I also got a painful bunion on my heel bone and blisters all over my feet, which made rehearsal mildly excruciating, and had me doing nothing but sitting in epsom salt soaks and ice baths when I was off the clock. I was totally beat up physically, mentally, and emotionally. As a type-A, independent, perfectionist, this was terribly embarrassing and defeating to admit.

But here’s the thing. God can do amazing things when He gets you in a humble enough place. My feelings of deep inadequacy and acknowledgement of my weakness were fertile grounds for God to break my pride and plant emotional recovery in its place. 

You can only keep so much to yourself as you go through emotional and physical hardships that alter your well-being. As the days went by, I reached out to my teachers back home and my fellow dancers with full disclosure about how much I was struggling. And they didn’t laugh at me or look down on me. They helped me with patience and encouragement. I told my directors about my injuries, and they didn’t get mad at me. They took care of me and let me know it was okay to take a break. I was continually shocked at how kind and supportive every single person I met was proving to be. It was wild!

This happened over and over – the exchange of my pride for the seed of a new relationship that surprised and surpassed any happiness I had felt before. When the self-built monuments of my pride toppled to the ground, it left space for other people to come in and contribute to the team rebuilding of a person who accepts her dependency on not only God, but on the fellowship of his other children. Being in this new place of healthy reliance on other people, increased my personal awareness and care towards others. My uncharacteristic yet inevitable neediness in the last two weeks ripped me out of my stubbornness, and placed me into this wonderful sweet spot of realization that it is a joyful thing to entrust others to play a meaningful part in your life.

I am thrilled at how surrounded I am by beautiful people – people who are happy and funny and true and kind and cool and supportive and caring. People who create such a genuinely positive environment and don’t give drama and gossip a shred of a foothold. People who are mature enough to be themselves, and therefore let you be yourself without judging what you like or who you are. For the first time in my adult life, I don’t have to put on a show. I feel 100% comfortable being me, and around these people I met only two weeks ago!

During the hardships I seemed to face time after time in the last two weeks, I was sure that I had made the wrong choice. I thought I had somehow accidentally gone against God’s plan for my life and as a result everything was falling apart. But now I know that God was saving it! He was teaching me perseverance so He could bless me unequivocally with all of this!

The atmosphere of my new workplace is extraordinary! Every single person I’ve met here is incredibly, genuinely nice. Life is not annoying. There is no negativity.

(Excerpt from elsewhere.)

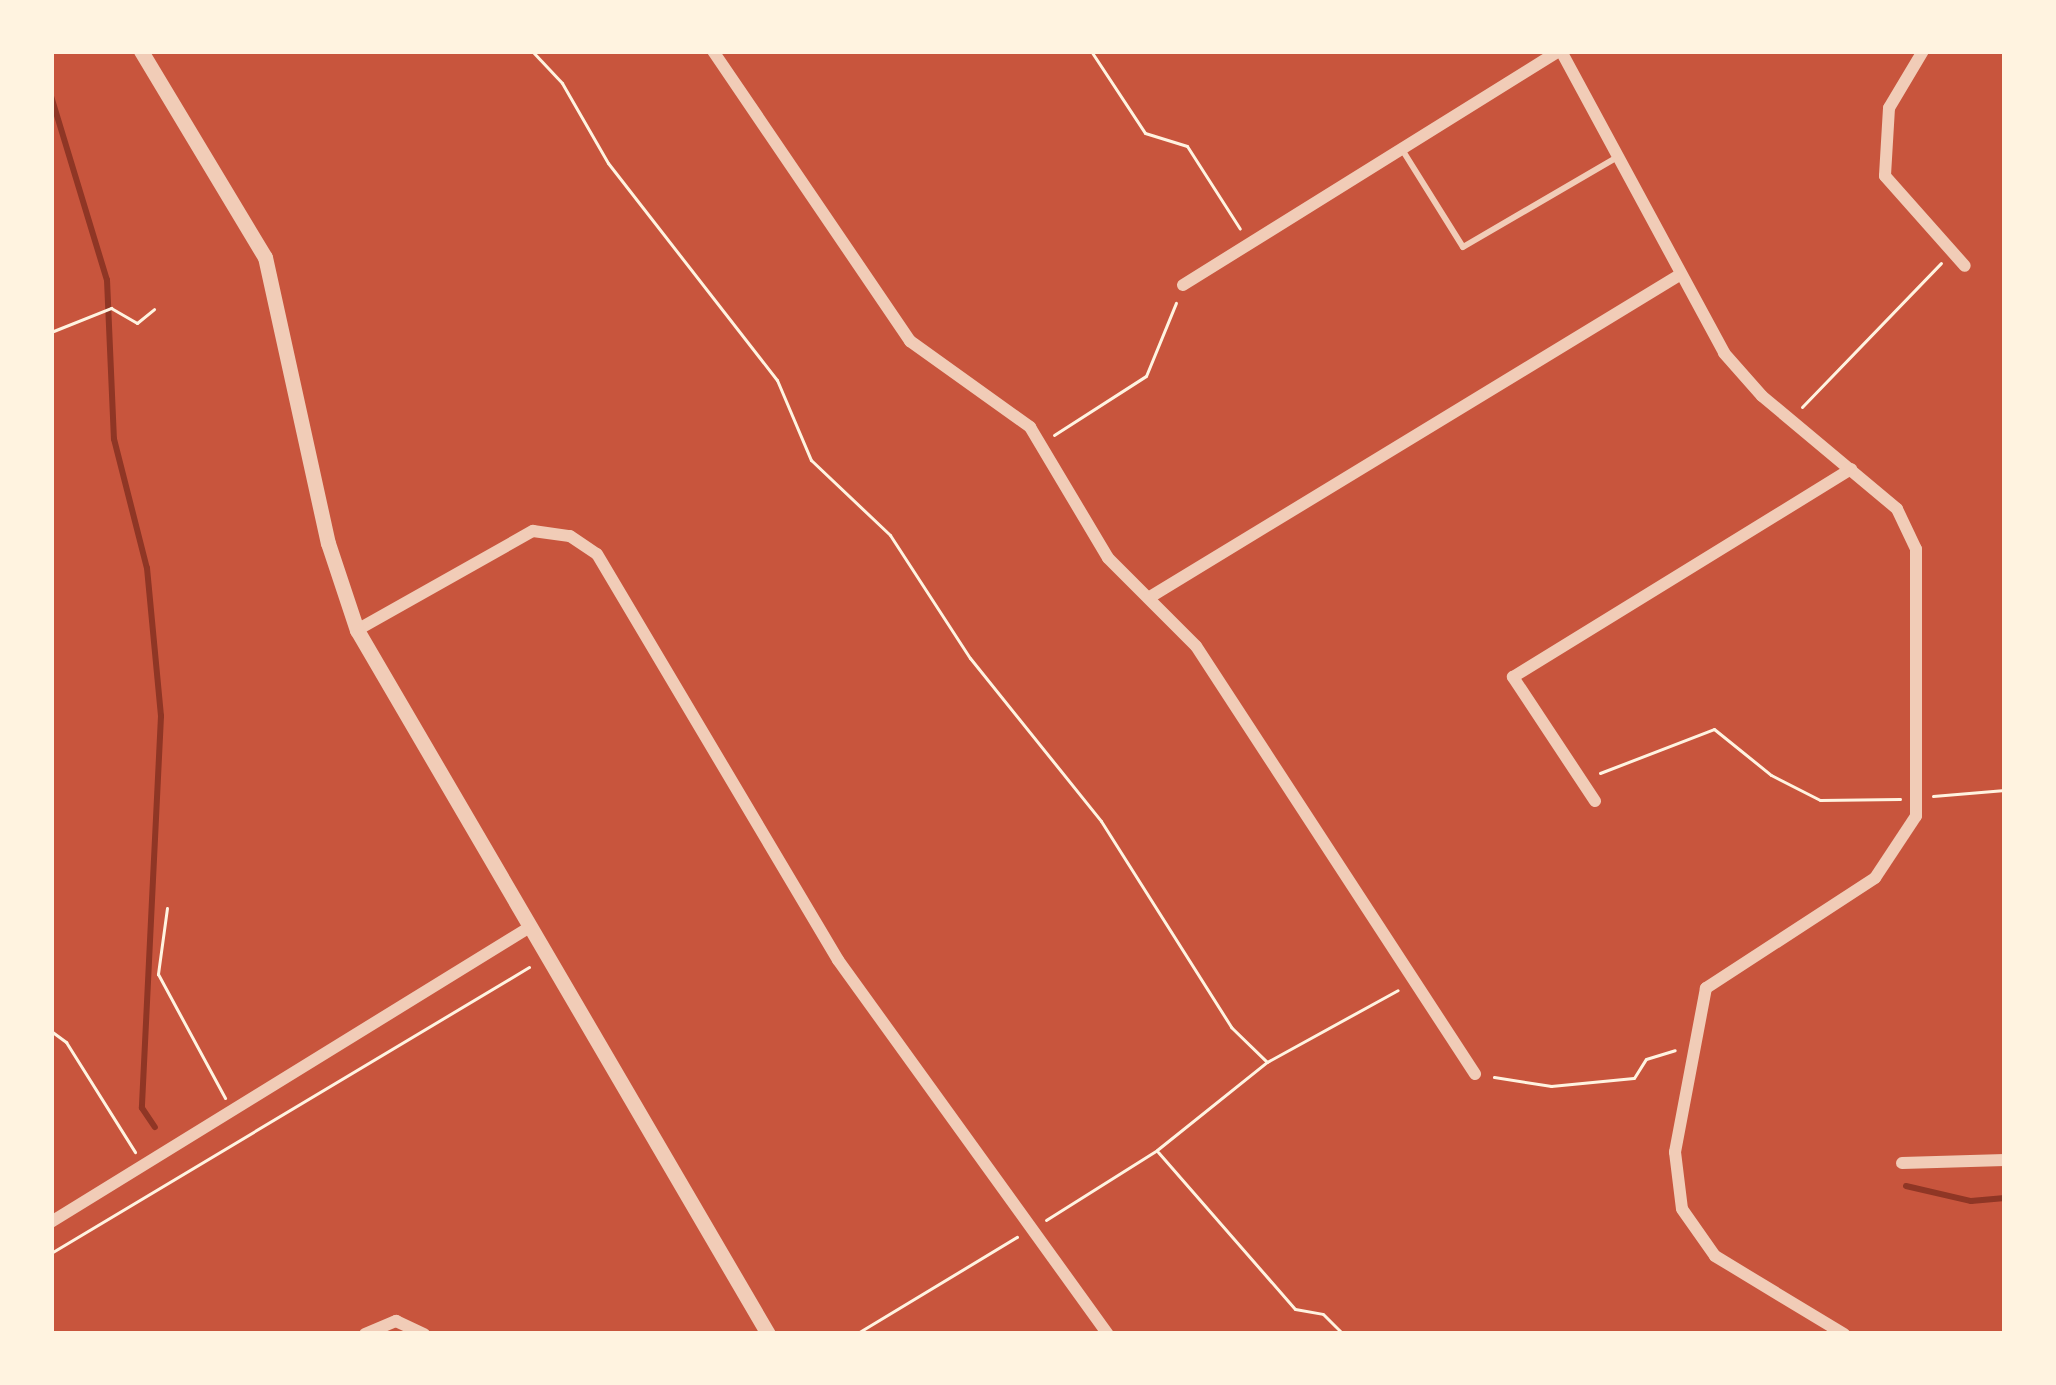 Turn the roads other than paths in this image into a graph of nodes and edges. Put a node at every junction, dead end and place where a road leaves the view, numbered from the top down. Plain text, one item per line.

I am not made to feel like an inconvenience. I’ve never experienced performing professionally quite like this before! Branson is absolutely gorgeous. I get to spend my workdays on a beautiful lake, on the top deck of our showboat gazing out to where the lake meets the mountains, or in the dressing room with all my new friends, or onstage dancing for a living! (How many aspiring performers get to say that?) It has been two weeks, and I already feel so welcomed, so warm, and so at home. I have a feeling these next six months are going to be some of the coolest most memorable months of my life! I am continually blown away by the gifts God allows his children to have, and I am so, so thankful.